*TASK OBJECTIVE*:
Could you print all of the data below again, exactly?

*DATA FOR PROCESSING*:
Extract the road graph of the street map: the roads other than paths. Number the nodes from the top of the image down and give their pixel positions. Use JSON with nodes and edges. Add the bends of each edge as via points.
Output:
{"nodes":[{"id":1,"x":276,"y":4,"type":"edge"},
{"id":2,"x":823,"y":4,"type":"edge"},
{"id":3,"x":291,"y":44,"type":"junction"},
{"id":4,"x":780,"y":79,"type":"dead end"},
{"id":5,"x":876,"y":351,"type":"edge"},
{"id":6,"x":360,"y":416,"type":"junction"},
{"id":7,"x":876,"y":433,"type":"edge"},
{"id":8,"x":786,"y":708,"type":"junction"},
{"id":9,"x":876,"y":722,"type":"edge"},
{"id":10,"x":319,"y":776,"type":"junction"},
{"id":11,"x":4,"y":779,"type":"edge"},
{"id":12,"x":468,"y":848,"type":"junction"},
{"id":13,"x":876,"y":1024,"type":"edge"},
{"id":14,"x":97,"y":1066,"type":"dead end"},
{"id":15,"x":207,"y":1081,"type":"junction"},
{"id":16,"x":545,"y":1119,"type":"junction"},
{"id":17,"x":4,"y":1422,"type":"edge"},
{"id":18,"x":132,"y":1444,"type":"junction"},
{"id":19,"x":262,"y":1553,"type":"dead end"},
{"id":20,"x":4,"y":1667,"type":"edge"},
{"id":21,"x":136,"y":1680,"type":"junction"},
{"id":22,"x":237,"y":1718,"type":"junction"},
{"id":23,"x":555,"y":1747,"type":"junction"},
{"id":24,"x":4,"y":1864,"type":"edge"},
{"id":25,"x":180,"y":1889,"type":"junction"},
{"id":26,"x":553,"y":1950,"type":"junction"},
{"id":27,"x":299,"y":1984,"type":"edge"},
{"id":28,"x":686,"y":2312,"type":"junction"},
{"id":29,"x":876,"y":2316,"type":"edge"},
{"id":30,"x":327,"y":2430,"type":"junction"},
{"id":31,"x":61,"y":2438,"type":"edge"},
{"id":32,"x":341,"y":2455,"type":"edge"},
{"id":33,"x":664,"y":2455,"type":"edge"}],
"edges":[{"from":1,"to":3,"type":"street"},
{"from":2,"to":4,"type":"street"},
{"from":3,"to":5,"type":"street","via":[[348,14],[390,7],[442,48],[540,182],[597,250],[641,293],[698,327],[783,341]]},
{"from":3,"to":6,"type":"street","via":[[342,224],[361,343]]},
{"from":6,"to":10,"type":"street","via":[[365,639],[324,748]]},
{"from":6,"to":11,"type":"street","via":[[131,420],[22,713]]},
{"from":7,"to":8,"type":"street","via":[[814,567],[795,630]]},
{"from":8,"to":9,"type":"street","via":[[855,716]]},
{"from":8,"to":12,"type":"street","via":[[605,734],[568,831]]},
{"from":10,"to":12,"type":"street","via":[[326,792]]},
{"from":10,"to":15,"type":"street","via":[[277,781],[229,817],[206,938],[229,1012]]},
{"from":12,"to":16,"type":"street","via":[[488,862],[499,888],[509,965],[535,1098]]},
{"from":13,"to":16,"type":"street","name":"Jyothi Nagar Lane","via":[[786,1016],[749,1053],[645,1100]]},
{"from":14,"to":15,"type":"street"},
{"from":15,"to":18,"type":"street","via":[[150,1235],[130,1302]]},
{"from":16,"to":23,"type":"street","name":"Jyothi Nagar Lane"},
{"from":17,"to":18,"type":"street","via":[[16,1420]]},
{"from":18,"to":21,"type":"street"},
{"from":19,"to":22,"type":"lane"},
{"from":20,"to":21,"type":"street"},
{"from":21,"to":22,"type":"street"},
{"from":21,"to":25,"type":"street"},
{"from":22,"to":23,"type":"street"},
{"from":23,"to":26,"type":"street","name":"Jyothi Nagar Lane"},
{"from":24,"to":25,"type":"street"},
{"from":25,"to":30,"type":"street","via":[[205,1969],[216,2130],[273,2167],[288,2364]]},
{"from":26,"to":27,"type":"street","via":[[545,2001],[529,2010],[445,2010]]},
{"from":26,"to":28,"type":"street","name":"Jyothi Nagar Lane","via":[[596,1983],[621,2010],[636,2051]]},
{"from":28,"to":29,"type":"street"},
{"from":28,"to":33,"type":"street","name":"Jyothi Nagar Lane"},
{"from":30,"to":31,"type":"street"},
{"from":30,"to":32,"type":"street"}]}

*WRITTEN RESPONSE*:
Extract the road graph of the street map: the roads other than paths. Number the nodes from the top of the image down and give their pixel positions. Use JSON with nodes and edges. Add the bends of each edge as via points.
Output:
{"nodes":[{"id":1,"x":276,"y":4,"type":"edge"},
{"id":2,"x":823,"y":4,"type":"edge"},
{"id":3,"x":291,"y":44,"type":"junction"},
{"id":4,"x":780,"y":79,"type":"dead end"},
{"id":5,"x":876,"y":351,"type":"edge"},
{"id":6,"x":360,"y":416,"type":"junction"},
{"id":7,"x":876,"y":433,"type":"edge"},
{"id":8,"x":786,"y":708,"type":"junction"},
{"id":9,"x":876,"y":722,"type":"edge"},
{"id":10,"x":319,"y":776,"type":"junction"},
{"id":11,"x":4,"y":779,"type":"edge"},
{"id":12,"x":468,"y":848,"type":"junction"},
{"id":13,"x":876,"y":1024,"type":"edge"},
{"id":14,"x":97,"y":1066,"type":"dead end"},
{"id":15,"x":207,"y":1081,"type":"junction"},
{"id":16,"x":545,"y":1119,"type":"junction"},
{"id":17,"x":4,"y":1422,"type":"edge"},
{"id":18,"x":132,"y":1444,"type":"junction"},
{"id":19,"x":262,"y":1553,"type":"dead end"},
{"id":20,"x":4,"y":1667,"type":"edge"},
{"id":21,"x":136,"y":1680,"type":"junction"},
{"id":22,"x":237,"y":1718,"type":"junction"},
{"id":23,"x":555,"y":1747,"type":"junction"},
{"id":24,"x":4,"y":1864,"type":"edge"},
{"id":25,"x":180,"y":1889,"type":"junction"},
{"id":26,"x":553,"y":1950,"type":"junction"},
{"id":27,"x":299,"y":1984,"type":"edge"},
{"id":28,"x":686,"y":2312,"type":"junction"},
{"id":29,"x":876,"y":2316,"type":"edge"},
{"id":30,"x":327,"y":2430,"type":"junction"},
{"id":31,"x":61,"y":2438,"type":"edge"},
{"id":32,"x":341,"y":2455,"type":"edge"},
{"id":33,"x":664,"y":2455,"type":"edge"}],
"edges":[{"from":1,"to":3,"type":"street"},
{"from":2,"to":4,"type":"street"},
{"from":3,"to":5,"type":"street","via":[[348,14],[390,7],[442,48],[540,182],[597,250],[641,293],[698,327],[783,341]]},
{"from":3,"to":6,"type":"street","via":[[342,224],[361,343]]},
{"from":6,"to":10,"type":"street","via":[[365,639],[324,748]]},
{"from":6,"to":11,"type":"street","via":[[131,420],[22,713]]},
{"from":7,"to":8,"type":"street","via":[[814,567],[795,630]]},
{"from":8,"to":9,"type":"street","via":[[855,716]]},
{"from":8,"to":12,"type":"street","via":[[605,734],[568,831]]},
{"from":10,"to":12,"type":"street","via":[[326,792]]},
{"from":10,"to":15,"type":"street","via":[[277,781],[229,817],[206,938],[229,1012]]},
{"from":12,"to":16,"type":"street","via":[[488,862],[499,888],[509,965],[535,1098]]},
{"from":13,"to":16,"type":"street","name":"Jyothi Nagar Lane","via":[[786,1016],[749,1053],[645,1100]]},
{"from":14,"to":15,"type":"street"},
{"from":15,"to":18,"type":"street","via":[[150,1235],[130,1302]]},
{"from":16,"to":23,"type":"street","name":"Jyothi Nagar Lane"},
{"from":17,"to":18,"type":"street","via":[[16,1420]]},
{"from":18,"to":21,"type":"street"},
{"from":19,"to":22,"type":"lane"},
{"from":20,"to":21,"type":"street"},
{"from":21,"to":22,"type":"street"},
{"from":21,"to":25,"type":"street"},
{"from":22,"to":23,"type":"street"},
{"from":23,"to":26,"type":"street","name":"Jyothi Nagar Lane"},
{"from":24,"to":25,"type":"street"},
{"from":25,"to":30,"type":"street","via":[[205,1969],[216,2130],[273,2167],[288,2364]]},
{"from":26,"to":27,"type":"street","via":[[545,2001],[529,2010],[445,2010]]},
{"from":26,"to":28,"type":"street","name":"Jyothi Nagar Lane","via":[[596,1983],[621,2010],[636,2051]]},
{"from":28,"to":29,"type":"street"},
{"from":28,"to":33,"type":"street","name":"Jyothi Nagar Lane"},
{"from":30,"to":31,"type":"street"},
{"from":30,"to":32,"type":"street"}]}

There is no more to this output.